Stored data entries>
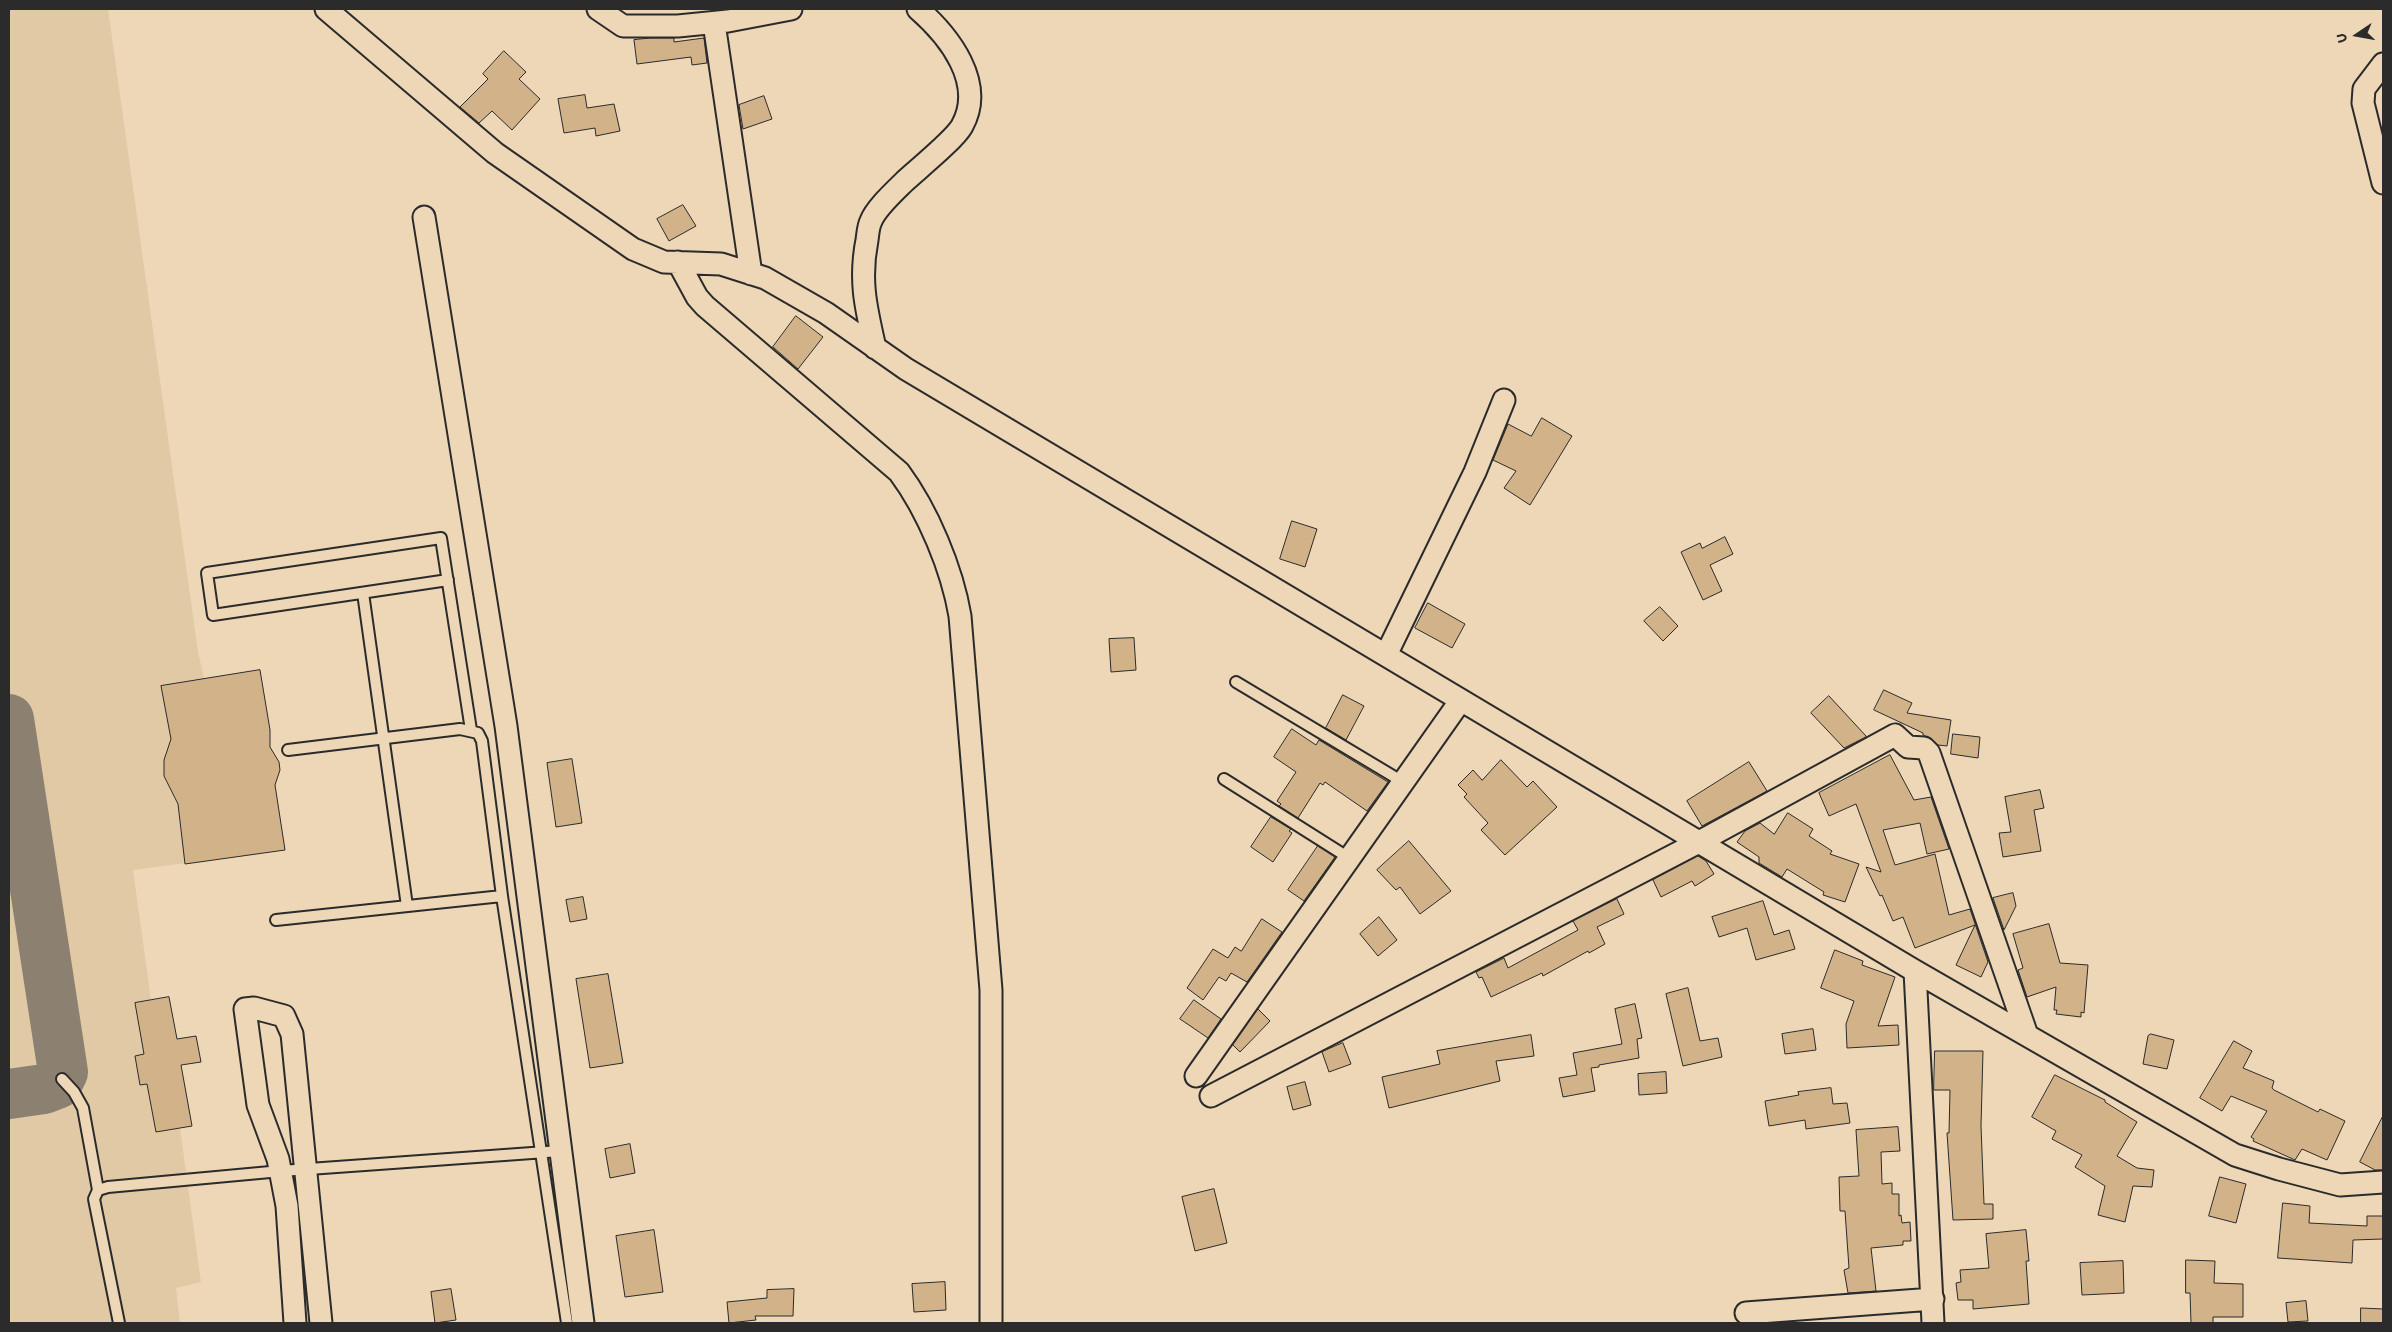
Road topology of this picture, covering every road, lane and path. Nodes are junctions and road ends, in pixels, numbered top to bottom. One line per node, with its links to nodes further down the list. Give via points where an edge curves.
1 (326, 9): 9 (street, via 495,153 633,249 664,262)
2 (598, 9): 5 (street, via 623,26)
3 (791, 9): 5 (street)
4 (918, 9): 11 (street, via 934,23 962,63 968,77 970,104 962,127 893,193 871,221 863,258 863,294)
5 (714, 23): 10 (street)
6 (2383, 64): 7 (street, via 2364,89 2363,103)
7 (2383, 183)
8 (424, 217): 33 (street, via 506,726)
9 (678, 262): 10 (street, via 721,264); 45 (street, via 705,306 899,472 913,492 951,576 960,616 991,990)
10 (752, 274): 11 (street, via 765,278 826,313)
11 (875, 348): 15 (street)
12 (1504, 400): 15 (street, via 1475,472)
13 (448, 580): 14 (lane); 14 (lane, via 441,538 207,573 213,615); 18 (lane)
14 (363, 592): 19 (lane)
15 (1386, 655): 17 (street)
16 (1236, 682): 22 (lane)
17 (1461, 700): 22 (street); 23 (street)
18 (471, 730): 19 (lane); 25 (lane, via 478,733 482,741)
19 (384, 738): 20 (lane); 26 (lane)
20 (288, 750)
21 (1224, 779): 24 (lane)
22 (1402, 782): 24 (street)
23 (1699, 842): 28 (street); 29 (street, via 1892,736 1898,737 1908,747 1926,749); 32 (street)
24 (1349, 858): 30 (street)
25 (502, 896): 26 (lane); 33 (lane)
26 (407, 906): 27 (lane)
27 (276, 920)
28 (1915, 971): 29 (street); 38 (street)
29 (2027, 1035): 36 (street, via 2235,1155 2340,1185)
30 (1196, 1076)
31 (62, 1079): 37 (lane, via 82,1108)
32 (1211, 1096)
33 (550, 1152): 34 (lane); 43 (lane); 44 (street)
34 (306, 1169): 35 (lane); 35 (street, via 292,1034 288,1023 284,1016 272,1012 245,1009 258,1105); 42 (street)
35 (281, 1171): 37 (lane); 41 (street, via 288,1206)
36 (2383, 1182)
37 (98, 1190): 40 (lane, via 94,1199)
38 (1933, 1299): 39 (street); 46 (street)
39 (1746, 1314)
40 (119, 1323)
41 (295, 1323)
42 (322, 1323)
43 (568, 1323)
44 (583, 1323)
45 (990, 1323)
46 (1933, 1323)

TRY IT>
Leave the pictures out and reproduce all of the records exactly.

SOLVED PROBLEM>
Road topology of this picture, covering every road, lane and path. Nodes are junctions and road ends, in pixels, numbered top to bottom. One line per node, with its links to nodes further down the list. Give via points where an edge curves.
1 (326, 9): 9 (street, via 495,153 633,249 664,262)
2 (598, 9): 5 (street, via 623,26)
3 (791, 9): 5 (street)
4 (918, 9): 11 (street, via 934,23 962,63 968,77 970,104 962,127 893,193 871,221 863,258 863,294)
5 (714, 23): 10 (street)
6 (2383, 64): 7 (street, via 2364,89 2363,103)
7 (2383, 183)
8 (424, 217): 33 (street, via 506,726)
9 (678, 262): 10 (street, via 721,264); 45 (street, via 705,306 899,472 913,492 951,576 960,616 991,990)
10 (752, 274): 11 (street, via 765,278 826,313)
11 (875, 348): 15 (street)
12 (1504, 400): 15 (street, via 1475,472)
13 (448, 580): 14 (lane); 14 (lane, via 441,538 207,573 213,615); 18 (lane)
14 (363, 592): 19 (lane)
15 (1386, 655): 17 (street)
16 (1236, 682): 22 (lane)
17 (1461, 700): 22 (street); 23 (street)
18 (471, 730): 19 (lane); 25 (lane, via 478,733 482,741)
19 (384, 738): 20 (lane); 26 (lane)
20 (288, 750)
21 (1224, 779): 24 (lane)
22 (1402, 782): 24 (street)
23 (1699, 842): 28 (street); 29 (street, via 1892,736 1898,737 1908,747 1926,749); 32 (street)
24 (1349, 858): 30 (street)
25 (502, 896): 26 (lane); 33 (lane)
26 (407, 906): 27 (lane)
27 (276, 920)
28 (1915, 971): 29 (street); 38 (street)
29 (2027, 1035): 36 (street, via 2235,1155 2340,1185)
30 (1196, 1076)
31 (62, 1079): 37 (lane, via 82,1108)
32 (1211, 1096)
33 (550, 1152): 34 (lane); 43 (lane); 44 (street)
34 (306, 1169): 35 (lane); 35 (street, via 292,1034 288,1023 284,1016 272,1012 245,1009 258,1105); 42 (street)
35 (281, 1171): 37 (lane); 41 (street, via 288,1206)
36 (2383, 1182)
37 (98, 1190): 40 (lane, via 94,1199)
38 (1933, 1299): 39 (street); 46 (street)
39 (1746, 1314)
40 (119, 1323)
41 (295, 1323)
42 (322, 1323)
43 (568, 1323)
44 (583, 1323)
45 (990, 1323)
46 (1933, 1323)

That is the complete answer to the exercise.